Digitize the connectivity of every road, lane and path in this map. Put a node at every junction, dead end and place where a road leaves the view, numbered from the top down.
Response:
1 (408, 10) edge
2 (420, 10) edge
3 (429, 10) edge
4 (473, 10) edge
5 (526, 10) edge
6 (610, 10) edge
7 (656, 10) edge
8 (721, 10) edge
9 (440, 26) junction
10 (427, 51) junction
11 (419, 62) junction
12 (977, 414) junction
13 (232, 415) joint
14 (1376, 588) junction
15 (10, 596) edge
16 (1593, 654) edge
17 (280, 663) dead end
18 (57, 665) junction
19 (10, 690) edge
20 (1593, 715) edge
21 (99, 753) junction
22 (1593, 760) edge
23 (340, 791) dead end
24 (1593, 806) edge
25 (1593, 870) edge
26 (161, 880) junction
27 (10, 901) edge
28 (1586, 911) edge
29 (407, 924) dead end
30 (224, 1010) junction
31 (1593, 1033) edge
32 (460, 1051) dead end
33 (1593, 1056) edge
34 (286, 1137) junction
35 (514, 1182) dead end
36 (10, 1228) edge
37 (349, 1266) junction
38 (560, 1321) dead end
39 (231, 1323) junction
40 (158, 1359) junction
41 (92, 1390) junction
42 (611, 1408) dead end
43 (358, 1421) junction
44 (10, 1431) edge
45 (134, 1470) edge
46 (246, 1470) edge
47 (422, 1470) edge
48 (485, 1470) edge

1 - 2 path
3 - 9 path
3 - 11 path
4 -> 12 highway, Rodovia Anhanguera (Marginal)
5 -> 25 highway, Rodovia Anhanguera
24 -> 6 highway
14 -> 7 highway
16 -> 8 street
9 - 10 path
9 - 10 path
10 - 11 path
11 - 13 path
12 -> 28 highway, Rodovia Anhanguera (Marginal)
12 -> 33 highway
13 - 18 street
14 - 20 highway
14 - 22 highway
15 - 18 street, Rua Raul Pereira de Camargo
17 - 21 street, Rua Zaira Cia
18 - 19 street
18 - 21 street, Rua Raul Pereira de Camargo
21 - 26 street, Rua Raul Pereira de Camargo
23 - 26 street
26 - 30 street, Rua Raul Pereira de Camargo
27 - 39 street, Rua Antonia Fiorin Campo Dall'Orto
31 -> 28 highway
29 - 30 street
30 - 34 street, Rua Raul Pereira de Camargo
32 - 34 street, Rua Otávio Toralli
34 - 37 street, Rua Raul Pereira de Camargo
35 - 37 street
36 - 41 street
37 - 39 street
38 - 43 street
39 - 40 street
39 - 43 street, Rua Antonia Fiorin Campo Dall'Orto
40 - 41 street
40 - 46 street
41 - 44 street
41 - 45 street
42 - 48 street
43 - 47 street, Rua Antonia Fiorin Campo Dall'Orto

====================

## Work to complete
What is needed is an exact copy of every record above.

## Result of the task
Digitize the connectivity of every road, lane and path in this map. Put a node at every junction, dead end and place where a road leaves the view, numbered from the top down.
Response:
1 (408, 10) edge
2 (420, 10) edge
3 (429, 10) edge
4 (473, 10) edge
5 (526, 10) edge
6 (610, 10) edge
7 (656, 10) edge
8 (721, 10) edge
9 (440, 26) junction
10 (427, 51) junction
11 (419, 62) junction
12 (977, 414) junction
13 (232, 415) joint
14 (1376, 588) junction
15 (10, 596) edge
16 (1593, 654) edge
17 (280, 663) dead end
18 (57, 665) junction
19 (10, 690) edge
20 (1593, 715) edge
21 (99, 753) junction
22 (1593, 760) edge
23 (340, 791) dead end
24 (1593, 806) edge
25 (1593, 870) edge
26 (161, 880) junction
27 (10, 901) edge
28 (1586, 911) edge
29 (407, 924) dead end
30 (224, 1010) junction
31 (1593, 1033) edge
32 (460, 1051) dead end
33 (1593, 1056) edge
34 (286, 1137) junction
35 (514, 1182) dead end
36 (10, 1228) edge
37 (349, 1266) junction
38 (560, 1321) dead end
39 (231, 1323) junction
40 (158, 1359) junction
41 (92, 1390) junction
42 (611, 1408) dead end
43 (358, 1421) junction
44 (10, 1431) edge
45 (134, 1470) edge
46 (246, 1470) edge
47 (422, 1470) edge
48 (485, 1470) edge

1 - 2 path
3 - 9 path
3 - 11 path
4 -> 12 highway, Rodovia Anhanguera (Marginal)
5 -> 25 highway, Rodovia Anhanguera
24 -> 6 highway
14 -> 7 highway
16 -> 8 street
9 - 10 path
9 - 10 path
10 - 11 path
11 - 13 path
12 -> 28 highway, Rodovia Anhanguera (Marginal)
12 -> 33 highway
13 - 18 street
14 - 20 highway
14 - 22 highway
15 - 18 street, Rua Raul Pereira de Camargo
17 - 21 street, Rua Zaira Cia
18 - 19 street
18 - 21 street, Rua Raul Pereira de Camargo
21 - 26 street, Rua Raul Pereira de Camargo
23 - 26 street
26 - 30 street, Rua Raul Pereira de Camargo
27 - 39 street, Rua Antonia Fiorin Campo Dall'Orto
31 -> 28 highway
29 - 30 street
30 - 34 street, Rua Raul Pereira de Camargo
32 - 34 street, Rua Otávio Toralli
34 - 37 street, Rua Raul Pereira de Camargo
35 - 37 street
36 - 41 street
37 - 39 street
38 - 43 street
39 - 40 street
39 - 43 street, Rua Antonia Fiorin Campo Dall'Orto
40 - 41 street
40 - 46 street
41 - 44 street
41 - 45 street
42 - 48 street
43 - 47 street, Rua Antonia Fiorin Campo Dall'Orto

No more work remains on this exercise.